- [Work to be completed]:
In the data below, find every line with the string "item" and pull it out.

- [Records shown]:
..........

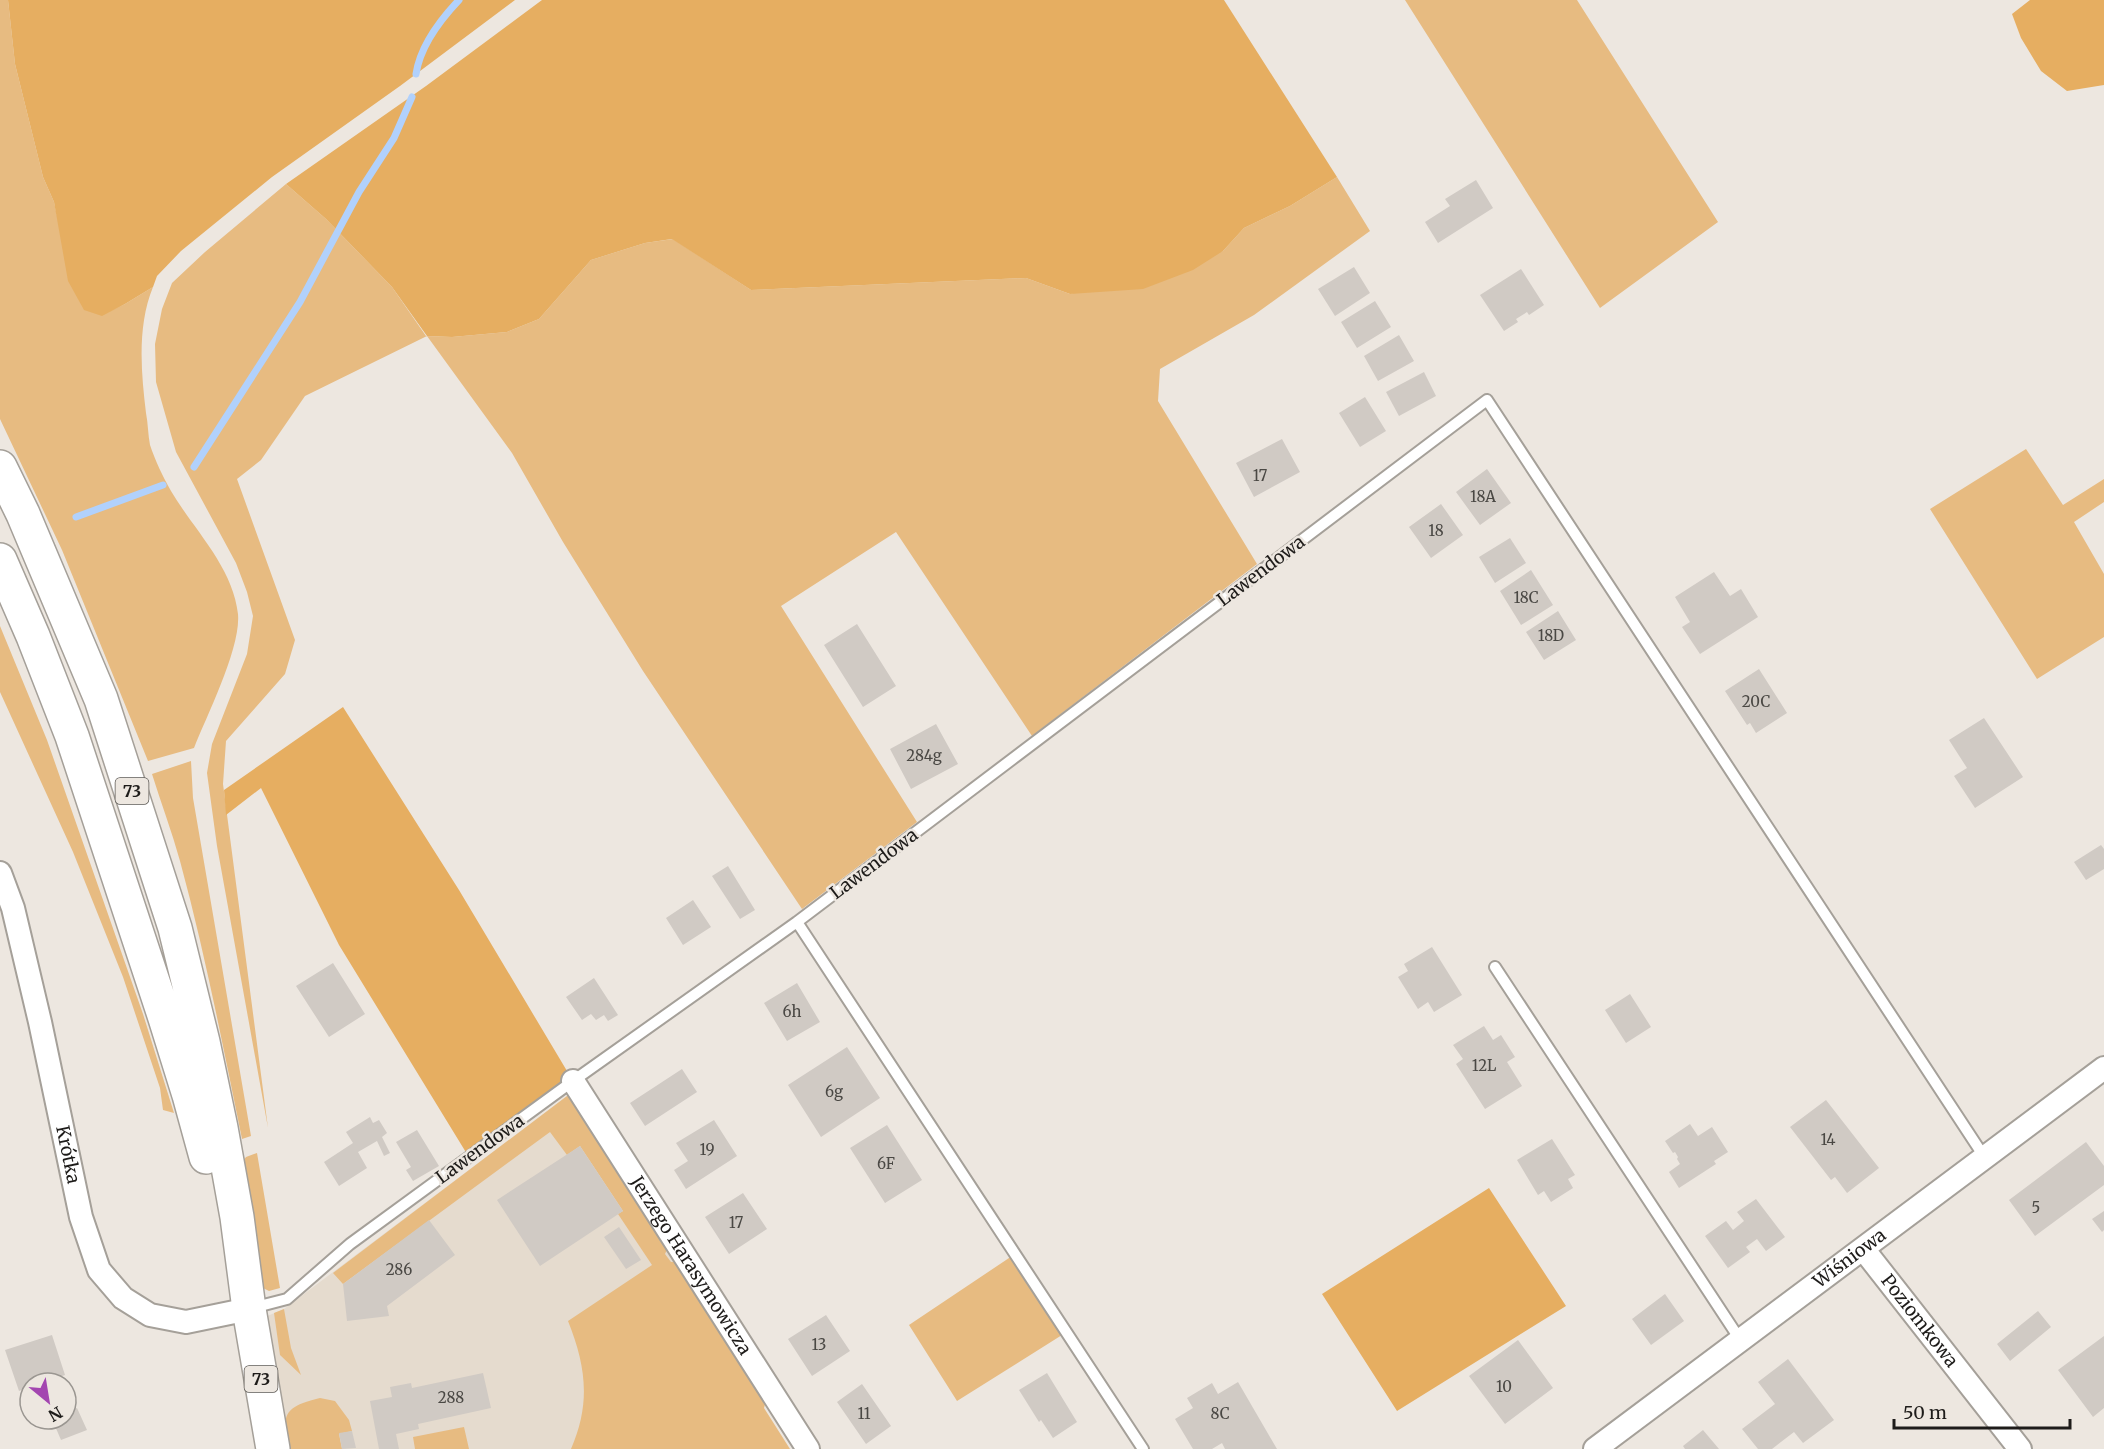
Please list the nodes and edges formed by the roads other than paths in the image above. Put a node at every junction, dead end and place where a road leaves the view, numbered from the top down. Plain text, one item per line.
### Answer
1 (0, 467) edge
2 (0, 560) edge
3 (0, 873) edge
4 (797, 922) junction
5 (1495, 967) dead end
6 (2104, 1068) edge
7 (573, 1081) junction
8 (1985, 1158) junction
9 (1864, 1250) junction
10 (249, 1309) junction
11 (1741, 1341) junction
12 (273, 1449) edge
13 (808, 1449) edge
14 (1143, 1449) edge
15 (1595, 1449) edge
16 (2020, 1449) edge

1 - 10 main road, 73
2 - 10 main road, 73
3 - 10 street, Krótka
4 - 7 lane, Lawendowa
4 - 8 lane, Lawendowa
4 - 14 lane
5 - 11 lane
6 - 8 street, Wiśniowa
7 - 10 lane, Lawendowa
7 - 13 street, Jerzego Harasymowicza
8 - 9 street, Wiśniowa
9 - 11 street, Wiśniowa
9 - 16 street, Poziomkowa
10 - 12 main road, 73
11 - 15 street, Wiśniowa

..........

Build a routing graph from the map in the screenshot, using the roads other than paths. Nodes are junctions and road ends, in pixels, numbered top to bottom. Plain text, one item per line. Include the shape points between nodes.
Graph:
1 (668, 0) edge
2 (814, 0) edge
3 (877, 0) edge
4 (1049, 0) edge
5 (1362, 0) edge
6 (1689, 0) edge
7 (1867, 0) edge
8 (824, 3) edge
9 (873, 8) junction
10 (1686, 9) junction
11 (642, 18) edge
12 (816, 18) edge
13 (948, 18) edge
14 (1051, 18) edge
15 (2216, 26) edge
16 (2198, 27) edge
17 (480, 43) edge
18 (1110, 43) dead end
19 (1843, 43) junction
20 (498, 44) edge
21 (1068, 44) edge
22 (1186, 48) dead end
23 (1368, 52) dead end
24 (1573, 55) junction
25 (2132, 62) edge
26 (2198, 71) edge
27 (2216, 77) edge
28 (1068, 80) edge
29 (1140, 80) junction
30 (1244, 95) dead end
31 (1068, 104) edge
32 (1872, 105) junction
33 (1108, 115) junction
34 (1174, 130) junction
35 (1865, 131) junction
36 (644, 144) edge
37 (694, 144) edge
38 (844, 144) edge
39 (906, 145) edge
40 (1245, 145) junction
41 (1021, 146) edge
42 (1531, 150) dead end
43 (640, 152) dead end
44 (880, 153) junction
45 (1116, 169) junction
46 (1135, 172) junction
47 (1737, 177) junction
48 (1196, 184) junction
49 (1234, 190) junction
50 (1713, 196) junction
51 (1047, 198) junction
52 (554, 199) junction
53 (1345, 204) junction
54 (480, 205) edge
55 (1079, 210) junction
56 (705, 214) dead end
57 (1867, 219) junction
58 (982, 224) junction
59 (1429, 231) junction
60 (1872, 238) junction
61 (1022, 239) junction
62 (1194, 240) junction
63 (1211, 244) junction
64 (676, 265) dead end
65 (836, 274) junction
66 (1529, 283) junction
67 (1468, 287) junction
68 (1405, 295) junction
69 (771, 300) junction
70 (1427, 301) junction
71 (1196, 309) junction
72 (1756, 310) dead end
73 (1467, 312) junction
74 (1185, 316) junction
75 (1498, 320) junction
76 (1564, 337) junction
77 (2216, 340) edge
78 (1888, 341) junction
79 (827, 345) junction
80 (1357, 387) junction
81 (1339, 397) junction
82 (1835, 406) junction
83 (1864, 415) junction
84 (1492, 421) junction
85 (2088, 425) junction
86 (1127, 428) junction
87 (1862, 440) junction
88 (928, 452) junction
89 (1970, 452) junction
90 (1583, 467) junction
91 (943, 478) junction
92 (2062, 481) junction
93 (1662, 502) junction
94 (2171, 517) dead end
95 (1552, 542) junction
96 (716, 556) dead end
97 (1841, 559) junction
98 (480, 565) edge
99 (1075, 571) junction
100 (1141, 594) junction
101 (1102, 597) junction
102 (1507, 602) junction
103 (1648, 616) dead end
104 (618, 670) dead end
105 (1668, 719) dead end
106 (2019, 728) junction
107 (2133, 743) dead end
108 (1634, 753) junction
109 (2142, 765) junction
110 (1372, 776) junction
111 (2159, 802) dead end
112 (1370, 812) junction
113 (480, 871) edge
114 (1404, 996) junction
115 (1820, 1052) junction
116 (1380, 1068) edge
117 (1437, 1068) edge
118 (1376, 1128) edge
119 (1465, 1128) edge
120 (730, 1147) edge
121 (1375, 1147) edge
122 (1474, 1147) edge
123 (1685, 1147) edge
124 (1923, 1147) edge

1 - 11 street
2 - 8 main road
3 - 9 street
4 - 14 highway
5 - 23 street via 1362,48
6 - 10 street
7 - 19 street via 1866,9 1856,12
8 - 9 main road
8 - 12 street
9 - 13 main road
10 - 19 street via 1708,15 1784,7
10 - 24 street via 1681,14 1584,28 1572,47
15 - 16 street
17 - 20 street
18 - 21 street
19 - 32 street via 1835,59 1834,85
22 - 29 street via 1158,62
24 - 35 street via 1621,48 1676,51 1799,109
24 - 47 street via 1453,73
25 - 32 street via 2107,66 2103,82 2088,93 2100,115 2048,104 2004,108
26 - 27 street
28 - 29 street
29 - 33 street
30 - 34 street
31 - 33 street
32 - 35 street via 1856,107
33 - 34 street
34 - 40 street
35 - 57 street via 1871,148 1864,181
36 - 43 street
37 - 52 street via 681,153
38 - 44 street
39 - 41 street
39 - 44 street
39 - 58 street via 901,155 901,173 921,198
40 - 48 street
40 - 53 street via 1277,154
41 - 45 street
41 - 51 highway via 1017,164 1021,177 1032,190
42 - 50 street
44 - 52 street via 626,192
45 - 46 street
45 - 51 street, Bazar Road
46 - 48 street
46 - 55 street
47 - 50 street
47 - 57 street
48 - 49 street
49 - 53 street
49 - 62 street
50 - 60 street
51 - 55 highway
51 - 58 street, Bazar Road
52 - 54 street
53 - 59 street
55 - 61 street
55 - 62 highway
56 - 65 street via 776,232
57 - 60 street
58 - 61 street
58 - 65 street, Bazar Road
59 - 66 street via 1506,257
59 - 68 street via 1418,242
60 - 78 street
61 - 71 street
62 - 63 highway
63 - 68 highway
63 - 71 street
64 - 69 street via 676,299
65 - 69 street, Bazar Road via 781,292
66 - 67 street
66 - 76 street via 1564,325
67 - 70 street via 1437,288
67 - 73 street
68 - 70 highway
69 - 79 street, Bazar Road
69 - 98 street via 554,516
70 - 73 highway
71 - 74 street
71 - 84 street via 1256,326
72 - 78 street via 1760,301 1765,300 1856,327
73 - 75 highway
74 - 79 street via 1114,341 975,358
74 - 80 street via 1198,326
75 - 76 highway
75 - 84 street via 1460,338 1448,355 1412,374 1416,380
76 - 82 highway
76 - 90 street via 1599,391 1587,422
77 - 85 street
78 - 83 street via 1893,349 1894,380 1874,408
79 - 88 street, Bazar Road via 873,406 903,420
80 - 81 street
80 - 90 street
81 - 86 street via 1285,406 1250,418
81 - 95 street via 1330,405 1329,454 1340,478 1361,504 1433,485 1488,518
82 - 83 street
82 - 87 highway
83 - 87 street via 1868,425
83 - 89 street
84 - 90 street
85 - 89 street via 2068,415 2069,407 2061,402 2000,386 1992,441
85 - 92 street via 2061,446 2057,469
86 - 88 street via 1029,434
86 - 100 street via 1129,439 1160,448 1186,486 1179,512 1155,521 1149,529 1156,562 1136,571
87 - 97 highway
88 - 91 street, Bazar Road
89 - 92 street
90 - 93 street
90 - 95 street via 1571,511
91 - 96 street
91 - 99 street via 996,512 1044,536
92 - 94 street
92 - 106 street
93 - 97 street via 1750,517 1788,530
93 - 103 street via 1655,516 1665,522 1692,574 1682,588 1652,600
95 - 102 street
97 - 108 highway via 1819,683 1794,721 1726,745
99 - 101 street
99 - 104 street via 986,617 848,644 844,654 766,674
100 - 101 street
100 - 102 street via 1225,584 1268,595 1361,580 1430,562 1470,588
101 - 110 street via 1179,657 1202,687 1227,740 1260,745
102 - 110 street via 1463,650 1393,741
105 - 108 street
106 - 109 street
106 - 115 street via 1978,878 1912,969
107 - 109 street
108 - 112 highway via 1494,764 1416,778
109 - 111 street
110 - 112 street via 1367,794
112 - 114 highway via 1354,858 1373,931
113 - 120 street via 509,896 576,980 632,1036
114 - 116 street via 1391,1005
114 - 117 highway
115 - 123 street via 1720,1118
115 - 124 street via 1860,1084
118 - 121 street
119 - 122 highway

..........

- [Worked solution]:
Please list the nodes and edges formed by the roads other than paths in the image above. Put a node at every junction, dead end and place where a road leaves the view, numbered from the top down. Plain text, one item per line.
Build a routing graph from the map in the screenshot, using the roads other than paths. Nodes are junctions and road ends, in pixels, numbered top to bottom. Plain text, one item per line. Include the shape points between nodes.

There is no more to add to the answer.